Dataset entries:
=======

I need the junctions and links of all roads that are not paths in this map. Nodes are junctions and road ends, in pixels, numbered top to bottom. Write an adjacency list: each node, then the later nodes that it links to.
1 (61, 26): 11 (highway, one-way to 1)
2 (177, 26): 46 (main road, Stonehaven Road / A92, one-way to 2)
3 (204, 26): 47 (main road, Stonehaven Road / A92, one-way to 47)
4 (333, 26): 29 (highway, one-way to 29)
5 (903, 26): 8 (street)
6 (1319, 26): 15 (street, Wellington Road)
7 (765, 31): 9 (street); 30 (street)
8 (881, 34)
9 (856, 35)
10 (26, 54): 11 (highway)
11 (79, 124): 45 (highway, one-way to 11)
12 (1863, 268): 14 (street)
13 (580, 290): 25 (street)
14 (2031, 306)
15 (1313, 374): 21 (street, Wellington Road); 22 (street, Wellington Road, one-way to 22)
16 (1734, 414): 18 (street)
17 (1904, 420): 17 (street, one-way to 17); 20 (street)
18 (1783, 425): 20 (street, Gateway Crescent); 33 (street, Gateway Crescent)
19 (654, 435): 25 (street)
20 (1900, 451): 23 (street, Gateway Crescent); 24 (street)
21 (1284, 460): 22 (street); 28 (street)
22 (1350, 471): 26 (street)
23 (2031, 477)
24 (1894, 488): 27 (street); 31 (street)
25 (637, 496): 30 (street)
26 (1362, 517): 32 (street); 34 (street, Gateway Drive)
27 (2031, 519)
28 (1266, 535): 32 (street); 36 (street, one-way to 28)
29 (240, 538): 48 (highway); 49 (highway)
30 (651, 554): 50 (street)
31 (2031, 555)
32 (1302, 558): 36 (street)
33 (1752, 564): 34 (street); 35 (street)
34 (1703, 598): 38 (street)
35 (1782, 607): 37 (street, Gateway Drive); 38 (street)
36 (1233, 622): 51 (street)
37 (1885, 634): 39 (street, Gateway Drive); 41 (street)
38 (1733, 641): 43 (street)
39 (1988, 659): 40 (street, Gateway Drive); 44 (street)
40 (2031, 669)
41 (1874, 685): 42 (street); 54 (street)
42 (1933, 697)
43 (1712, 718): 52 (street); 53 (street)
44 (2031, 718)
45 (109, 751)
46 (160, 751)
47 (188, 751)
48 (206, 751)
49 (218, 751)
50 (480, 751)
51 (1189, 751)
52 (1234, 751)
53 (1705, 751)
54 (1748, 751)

=======

> Exercise brief
Go through the data and return every record exactly.

> Problem solution
I need the junctions and links of all roads that are not paths in this map. Nodes are junctions and road ends, in pixels, numbered top to bottom. Write an adjacency list: each node, then the later nodes that it links to.
1 (61, 26): 11 (highway, one-way to 1)
2 (177, 26): 46 (main road, Stonehaven Road / A92, one-way to 2)
3 (204, 26): 47 (main road, Stonehaven Road / A92, one-way to 47)
4 (333, 26): 29 (highway, one-way to 29)
5 (903, 26): 8 (street)
6 (1319, 26): 15 (street, Wellington Road)
7 (765, 31): 9 (street); 30 (street)
8 (881, 34)
9 (856, 35)
10 (26, 54): 11 (highway)
11 (79, 124): 45 (highway, one-way to 11)
12 (1863, 268): 14 (street)
13 (580, 290): 25 (street)
14 (2031, 306)
15 (1313, 374): 21 (street, Wellington Road); 22 (street, Wellington Road, one-way to 22)
16 (1734, 414): 18 (street)
17 (1904, 420): 17 (street, one-way to 17); 20 (street)
18 (1783, 425): 20 (street, Gateway Crescent); 33 (street, Gateway Crescent)
19 (654, 435): 25 (street)
20 (1900, 451): 23 (street, Gateway Crescent); 24 (street)
21 (1284, 460): 22 (street); 28 (street)
22 (1350, 471): 26 (street)
23 (2031, 477)
24 (1894, 488): 27 (street); 31 (street)
25 (637, 496): 30 (street)
26 (1362, 517): 32 (street); 34 (street, Gateway Drive)
27 (2031, 519)
28 (1266, 535): 32 (street); 36 (street, one-way to 28)
29 (240, 538): 48 (highway); 49 (highway)
30 (651, 554): 50 (street)
31 (2031, 555)
32 (1302, 558): 36 (street)
33 (1752, 564): 34 (street); 35 (street)
34 (1703, 598): 38 (street)
35 (1782, 607): 37 (street, Gateway Drive); 38 (street)
36 (1233, 622): 51 (street)
37 (1885, 634): 39 (street, Gateway Drive); 41 (street)
38 (1733, 641): 43 (street)
39 (1988, 659): 40 (street, Gateway Drive); 44 (street)
40 (2031, 669)
41 (1874, 685): 42 (street); 54 (street)
42 (1933, 697)
43 (1712, 718): 52 (street); 53 (street)
44 (2031, 718)
45 (109, 751)
46 (160, 751)
47 (188, 751)
48 (206, 751)
49 (218, 751)
50 (480, 751)
51 (1189, 751)
52 (1234, 751)
53 (1705, 751)
54 (1748, 751)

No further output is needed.